SECURITIES AND EXCHANGE COMMISSION

[Release No. 34-72432; File No. SR-DTC-2014-08]


Self-Regulatory Organizations; The Depository Trust Company; 
Notice of Filing of Proposed Rule Change To Transfer the NIIDS Service 
to a Non-Clearing Agency Affiliate

June 19, 2014.
    Pursuant to Section 19(b)(1) of the Securities Exchange Act of 1934 
(``Act'') \1\ and Rule 19b-4 thereunder,\2\ notice is hereby given that 
on June 5, 2014, The Depository Trust Company (``DTC'') filed with the 
Securities and Exchange Commission (``Commission'') the proposed rule 
change as described in Items I, II and III below, which Items have been 
prepared primarily by DTC. The Commission is publishing this notice to 
solicit comments on the proposed rule change from interested persons.
---------------------------------------------------------------------------

    \1\ 15 U.S.C. 78s(b)(1).
    \2\ 17 CFR 240.19b-4.
---------------------------------------------------------------------------

I. Clearing Agency's Statement of the Terms of Substance of the 
Proposed Rule Change

    The proposed rule change consists of amendments to DTC's 
Operational Arrangements (``Operational Arrangements'') pursuant to 
which DTC will transfer its New Issue Information Dissemination System 
(``NIIDS'') service to a non-clearing agency affiliate of DTC.\3\
---------------------------------------------------------------------------

    \3\ As more fully described in this proposed rule change, NIIDS 
is an information service only and does not relate to the 
performance of a clearing or settlement function.

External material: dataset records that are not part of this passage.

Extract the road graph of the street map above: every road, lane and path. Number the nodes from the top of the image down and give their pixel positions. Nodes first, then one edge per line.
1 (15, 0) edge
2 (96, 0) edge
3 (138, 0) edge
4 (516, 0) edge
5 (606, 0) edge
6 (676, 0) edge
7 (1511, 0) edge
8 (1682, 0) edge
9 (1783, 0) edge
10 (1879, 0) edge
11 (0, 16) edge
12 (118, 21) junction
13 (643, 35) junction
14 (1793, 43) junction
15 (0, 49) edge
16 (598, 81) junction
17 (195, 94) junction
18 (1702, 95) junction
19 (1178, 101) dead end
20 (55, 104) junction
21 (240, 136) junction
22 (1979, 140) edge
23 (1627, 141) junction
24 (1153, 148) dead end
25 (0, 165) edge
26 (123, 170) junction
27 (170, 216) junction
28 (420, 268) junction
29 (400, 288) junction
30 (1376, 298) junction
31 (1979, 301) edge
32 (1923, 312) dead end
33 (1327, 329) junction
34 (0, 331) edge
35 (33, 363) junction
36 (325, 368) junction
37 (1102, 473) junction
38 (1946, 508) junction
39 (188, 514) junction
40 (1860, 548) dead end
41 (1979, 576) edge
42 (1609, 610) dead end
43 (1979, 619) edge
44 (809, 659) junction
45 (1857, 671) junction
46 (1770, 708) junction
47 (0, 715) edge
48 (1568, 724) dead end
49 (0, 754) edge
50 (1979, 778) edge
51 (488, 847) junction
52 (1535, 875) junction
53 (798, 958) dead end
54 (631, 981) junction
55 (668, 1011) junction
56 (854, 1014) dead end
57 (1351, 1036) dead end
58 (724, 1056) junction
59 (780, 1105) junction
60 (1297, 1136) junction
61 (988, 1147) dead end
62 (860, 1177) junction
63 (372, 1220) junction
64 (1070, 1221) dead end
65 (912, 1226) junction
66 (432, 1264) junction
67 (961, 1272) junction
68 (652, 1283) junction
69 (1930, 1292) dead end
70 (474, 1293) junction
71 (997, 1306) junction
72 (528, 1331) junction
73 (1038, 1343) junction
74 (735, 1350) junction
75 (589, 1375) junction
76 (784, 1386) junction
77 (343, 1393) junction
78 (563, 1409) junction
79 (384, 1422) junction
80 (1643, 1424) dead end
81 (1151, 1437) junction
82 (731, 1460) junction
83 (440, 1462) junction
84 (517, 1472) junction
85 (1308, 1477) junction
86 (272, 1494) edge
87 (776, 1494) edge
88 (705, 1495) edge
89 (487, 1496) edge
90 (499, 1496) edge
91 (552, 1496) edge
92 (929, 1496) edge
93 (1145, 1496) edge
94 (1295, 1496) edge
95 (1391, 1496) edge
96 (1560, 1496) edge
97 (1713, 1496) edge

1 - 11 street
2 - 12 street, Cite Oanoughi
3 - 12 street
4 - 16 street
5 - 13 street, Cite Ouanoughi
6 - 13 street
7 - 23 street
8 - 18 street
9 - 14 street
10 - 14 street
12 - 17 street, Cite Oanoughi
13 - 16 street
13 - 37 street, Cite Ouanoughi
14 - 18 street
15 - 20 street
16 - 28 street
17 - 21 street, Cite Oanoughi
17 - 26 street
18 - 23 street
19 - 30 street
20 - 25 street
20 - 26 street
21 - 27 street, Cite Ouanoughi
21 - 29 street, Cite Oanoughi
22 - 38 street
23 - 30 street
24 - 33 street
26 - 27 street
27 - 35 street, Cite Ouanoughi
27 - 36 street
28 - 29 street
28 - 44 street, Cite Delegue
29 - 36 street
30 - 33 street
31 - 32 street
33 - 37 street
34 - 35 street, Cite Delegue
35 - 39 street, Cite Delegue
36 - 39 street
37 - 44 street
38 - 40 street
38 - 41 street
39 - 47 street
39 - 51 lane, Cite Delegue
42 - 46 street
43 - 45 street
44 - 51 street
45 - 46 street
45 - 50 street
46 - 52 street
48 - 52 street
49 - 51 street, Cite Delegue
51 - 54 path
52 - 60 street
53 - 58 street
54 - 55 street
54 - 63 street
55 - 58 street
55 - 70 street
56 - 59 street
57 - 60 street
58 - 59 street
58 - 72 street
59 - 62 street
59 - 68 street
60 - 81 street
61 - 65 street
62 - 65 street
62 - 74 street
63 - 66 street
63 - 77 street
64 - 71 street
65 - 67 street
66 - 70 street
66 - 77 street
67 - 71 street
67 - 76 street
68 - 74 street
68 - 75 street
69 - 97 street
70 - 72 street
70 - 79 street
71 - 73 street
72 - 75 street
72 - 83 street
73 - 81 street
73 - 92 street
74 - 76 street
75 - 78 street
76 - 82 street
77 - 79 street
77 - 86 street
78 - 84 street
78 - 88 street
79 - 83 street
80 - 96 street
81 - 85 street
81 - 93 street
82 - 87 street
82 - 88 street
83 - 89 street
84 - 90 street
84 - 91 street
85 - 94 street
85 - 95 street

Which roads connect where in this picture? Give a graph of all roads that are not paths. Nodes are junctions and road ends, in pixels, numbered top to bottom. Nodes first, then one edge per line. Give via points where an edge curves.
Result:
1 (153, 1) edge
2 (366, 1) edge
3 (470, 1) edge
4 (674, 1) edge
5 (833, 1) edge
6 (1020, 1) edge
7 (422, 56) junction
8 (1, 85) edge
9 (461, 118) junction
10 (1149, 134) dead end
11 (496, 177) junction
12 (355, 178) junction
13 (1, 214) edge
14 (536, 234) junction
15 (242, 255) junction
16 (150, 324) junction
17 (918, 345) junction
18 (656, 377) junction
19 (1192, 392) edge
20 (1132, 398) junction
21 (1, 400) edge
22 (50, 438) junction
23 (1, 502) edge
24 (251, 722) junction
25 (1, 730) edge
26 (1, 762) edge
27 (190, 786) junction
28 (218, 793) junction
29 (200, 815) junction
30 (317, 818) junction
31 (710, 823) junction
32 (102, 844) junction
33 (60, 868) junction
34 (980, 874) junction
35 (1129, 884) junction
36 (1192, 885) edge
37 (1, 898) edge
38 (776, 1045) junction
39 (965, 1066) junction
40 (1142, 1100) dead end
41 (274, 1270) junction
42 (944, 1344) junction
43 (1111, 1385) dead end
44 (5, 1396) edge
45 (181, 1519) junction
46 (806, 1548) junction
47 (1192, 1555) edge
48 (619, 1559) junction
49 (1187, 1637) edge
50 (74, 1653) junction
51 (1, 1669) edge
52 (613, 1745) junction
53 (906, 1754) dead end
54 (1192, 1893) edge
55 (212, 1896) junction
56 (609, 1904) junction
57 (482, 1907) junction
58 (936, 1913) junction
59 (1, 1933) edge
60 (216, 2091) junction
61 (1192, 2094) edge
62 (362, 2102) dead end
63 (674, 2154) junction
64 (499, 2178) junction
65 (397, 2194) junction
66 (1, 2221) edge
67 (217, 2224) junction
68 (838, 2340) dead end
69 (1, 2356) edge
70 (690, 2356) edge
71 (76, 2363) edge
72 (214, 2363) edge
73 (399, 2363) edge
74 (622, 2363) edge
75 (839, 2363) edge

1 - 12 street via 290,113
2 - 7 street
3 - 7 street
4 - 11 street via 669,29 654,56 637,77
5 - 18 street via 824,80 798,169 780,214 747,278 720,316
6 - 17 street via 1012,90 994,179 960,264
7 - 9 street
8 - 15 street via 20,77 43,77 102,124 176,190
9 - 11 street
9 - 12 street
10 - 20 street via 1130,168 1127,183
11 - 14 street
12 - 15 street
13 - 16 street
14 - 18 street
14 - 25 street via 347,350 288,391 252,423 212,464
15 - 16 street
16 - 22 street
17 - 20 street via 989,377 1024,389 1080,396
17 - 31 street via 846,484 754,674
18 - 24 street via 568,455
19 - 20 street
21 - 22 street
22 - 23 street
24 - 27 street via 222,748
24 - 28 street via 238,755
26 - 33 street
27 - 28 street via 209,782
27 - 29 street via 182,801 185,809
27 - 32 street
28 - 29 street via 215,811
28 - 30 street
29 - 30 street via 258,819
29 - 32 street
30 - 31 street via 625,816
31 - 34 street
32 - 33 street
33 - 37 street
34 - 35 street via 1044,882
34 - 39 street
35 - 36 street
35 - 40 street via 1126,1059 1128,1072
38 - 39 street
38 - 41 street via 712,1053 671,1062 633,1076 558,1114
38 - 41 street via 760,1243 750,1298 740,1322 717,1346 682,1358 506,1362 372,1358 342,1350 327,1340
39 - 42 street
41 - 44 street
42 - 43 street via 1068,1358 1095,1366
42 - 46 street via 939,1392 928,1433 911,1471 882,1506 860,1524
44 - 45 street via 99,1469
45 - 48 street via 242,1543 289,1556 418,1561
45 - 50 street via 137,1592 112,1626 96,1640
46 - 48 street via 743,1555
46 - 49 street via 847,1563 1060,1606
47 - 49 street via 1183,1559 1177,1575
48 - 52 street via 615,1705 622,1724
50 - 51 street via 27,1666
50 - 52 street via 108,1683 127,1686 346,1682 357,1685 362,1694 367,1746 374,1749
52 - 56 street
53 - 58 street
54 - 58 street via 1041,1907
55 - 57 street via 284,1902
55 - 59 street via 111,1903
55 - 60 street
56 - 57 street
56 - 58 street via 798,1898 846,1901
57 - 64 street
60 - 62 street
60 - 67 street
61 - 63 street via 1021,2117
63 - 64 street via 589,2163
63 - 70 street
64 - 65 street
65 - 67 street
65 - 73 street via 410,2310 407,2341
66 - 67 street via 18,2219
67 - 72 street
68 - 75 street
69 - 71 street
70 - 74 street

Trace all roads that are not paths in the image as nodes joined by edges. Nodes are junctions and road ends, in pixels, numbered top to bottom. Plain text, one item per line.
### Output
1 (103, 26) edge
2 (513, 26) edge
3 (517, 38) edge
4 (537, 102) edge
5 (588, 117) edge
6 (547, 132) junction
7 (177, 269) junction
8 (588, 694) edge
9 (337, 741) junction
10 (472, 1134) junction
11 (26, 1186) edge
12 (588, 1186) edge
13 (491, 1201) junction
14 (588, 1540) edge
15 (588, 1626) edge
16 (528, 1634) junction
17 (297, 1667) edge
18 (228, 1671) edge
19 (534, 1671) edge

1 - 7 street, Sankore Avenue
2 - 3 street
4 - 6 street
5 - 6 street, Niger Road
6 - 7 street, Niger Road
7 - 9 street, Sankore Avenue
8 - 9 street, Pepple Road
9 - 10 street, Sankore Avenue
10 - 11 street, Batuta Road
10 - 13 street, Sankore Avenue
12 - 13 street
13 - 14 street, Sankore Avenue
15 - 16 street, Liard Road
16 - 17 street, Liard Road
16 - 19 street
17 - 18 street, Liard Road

---------------------------------------------------------------------------

[[Page 36117]]

II. Clearing Agency's Statement of the Purpose of, and Statutory Basis 
for, the Proposed Rule Change

    In its filing with the Commission, DTC included statements 
concerning the purpose of and basis for the proposed rule change, and 
discussed any comments it received on the proposed rule change. The 
text of these statements may be examined at the places specified in 
Item IV below. DTC has prepared summaries, set forth in sections A, B 
and C below, of the most significant aspects of such statements.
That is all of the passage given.